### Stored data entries
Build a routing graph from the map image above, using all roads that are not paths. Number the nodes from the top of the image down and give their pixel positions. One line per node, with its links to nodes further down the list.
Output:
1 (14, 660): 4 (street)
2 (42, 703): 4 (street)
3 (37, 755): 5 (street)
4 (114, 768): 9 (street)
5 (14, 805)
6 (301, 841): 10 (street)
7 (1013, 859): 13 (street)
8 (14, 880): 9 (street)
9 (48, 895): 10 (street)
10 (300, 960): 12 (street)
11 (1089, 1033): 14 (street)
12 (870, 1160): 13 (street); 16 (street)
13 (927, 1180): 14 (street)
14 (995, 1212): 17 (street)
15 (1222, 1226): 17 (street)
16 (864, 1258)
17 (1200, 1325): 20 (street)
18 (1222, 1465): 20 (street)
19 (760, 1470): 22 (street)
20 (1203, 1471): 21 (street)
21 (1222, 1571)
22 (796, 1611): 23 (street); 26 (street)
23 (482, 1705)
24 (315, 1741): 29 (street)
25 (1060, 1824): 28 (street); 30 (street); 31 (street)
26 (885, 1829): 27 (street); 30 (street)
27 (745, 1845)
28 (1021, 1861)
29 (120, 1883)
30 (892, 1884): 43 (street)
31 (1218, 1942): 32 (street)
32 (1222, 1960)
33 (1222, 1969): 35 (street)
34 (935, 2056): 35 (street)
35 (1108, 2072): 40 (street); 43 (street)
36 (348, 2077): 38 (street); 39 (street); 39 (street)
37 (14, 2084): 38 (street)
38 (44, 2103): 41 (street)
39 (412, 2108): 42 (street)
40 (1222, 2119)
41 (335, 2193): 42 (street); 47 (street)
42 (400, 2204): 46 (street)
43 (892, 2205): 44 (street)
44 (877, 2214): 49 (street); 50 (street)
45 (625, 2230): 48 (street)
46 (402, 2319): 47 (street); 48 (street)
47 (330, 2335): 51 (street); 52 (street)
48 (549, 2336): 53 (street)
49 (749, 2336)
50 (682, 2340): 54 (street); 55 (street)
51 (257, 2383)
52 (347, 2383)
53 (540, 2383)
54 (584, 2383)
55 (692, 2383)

### Exercise objective
All of the data, from the first line to the last, should be written out exactly.

### Task result
Build a routing graph from the map image above, using all roads that are not paths. Number the nodes from the top of the image down and give their pixel positions. One line per node, with its links to nodes further down the list.
Output:
1 (14, 660): 4 (street)
2 (42, 703): 4 (street)
3 (37, 755): 5 (street)
4 (114, 768): 9 (street)
5 (14, 805)
6 (301, 841): 10 (street)
7 (1013, 859): 13 (street)
8 (14, 880): 9 (street)
9 (48, 895): 10 (street)
10 (300, 960): 12 (street)
11 (1089, 1033): 14 (street)
12 (870, 1160): 13 (street); 16 (street)
13 (927, 1180): 14 (street)
14 (995, 1212): 17 (street)
15 (1222, 1226): 17 (street)
16 (864, 1258)
17 (1200, 1325): 20 (street)
18 (1222, 1465): 20 (street)
19 (760, 1470): 22 (street)
20 (1203, 1471): 21 (street)
21 (1222, 1571)
22 (796, 1611): 23 (street); 26 (street)
23 (482, 1705)
24 (315, 1741): 29 (street)
25 (1060, 1824): 28 (street); 30 (street); 31 (street)
26 (885, 1829): 27 (street); 30 (street)
27 (745, 1845)
28 (1021, 1861)
29 (120, 1883)
30 (892, 1884): 43 (street)
31 (1218, 1942): 32 (street)
32 (1222, 1960)
33 (1222, 1969): 35 (street)
34 (935, 2056): 35 (street)
35 (1108, 2072): 40 (street); 43 (street)
36 (348, 2077): 38 (street); 39 (street); 39 (street)
37 (14, 2084): 38 (street)
38 (44, 2103): 41 (street)
39 (412, 2108): 42 (street)
40 (1222, 2119)
41 (335, 2193): 42 (street); 47 (street)
42 (400, 2204): 46 (street)
43 (892, 2205): 44 (street)
44 (877, 2214): 49 (street); 50 (street)
45 (625, 2230): 48 (street)
46 (402, 2319): 47 (street); 48 (street)
47 (330, 2335): 51 (street); 52 (street)
48 (549, 2336): 53 (street)
49 (749, 2336)
50 (682, 2340): 54 (street); 55 (street)
51 (257, 2383)
52 (347, 2383)
53 (540, 2383)
54 (584, 2383)
55 (692, 2383)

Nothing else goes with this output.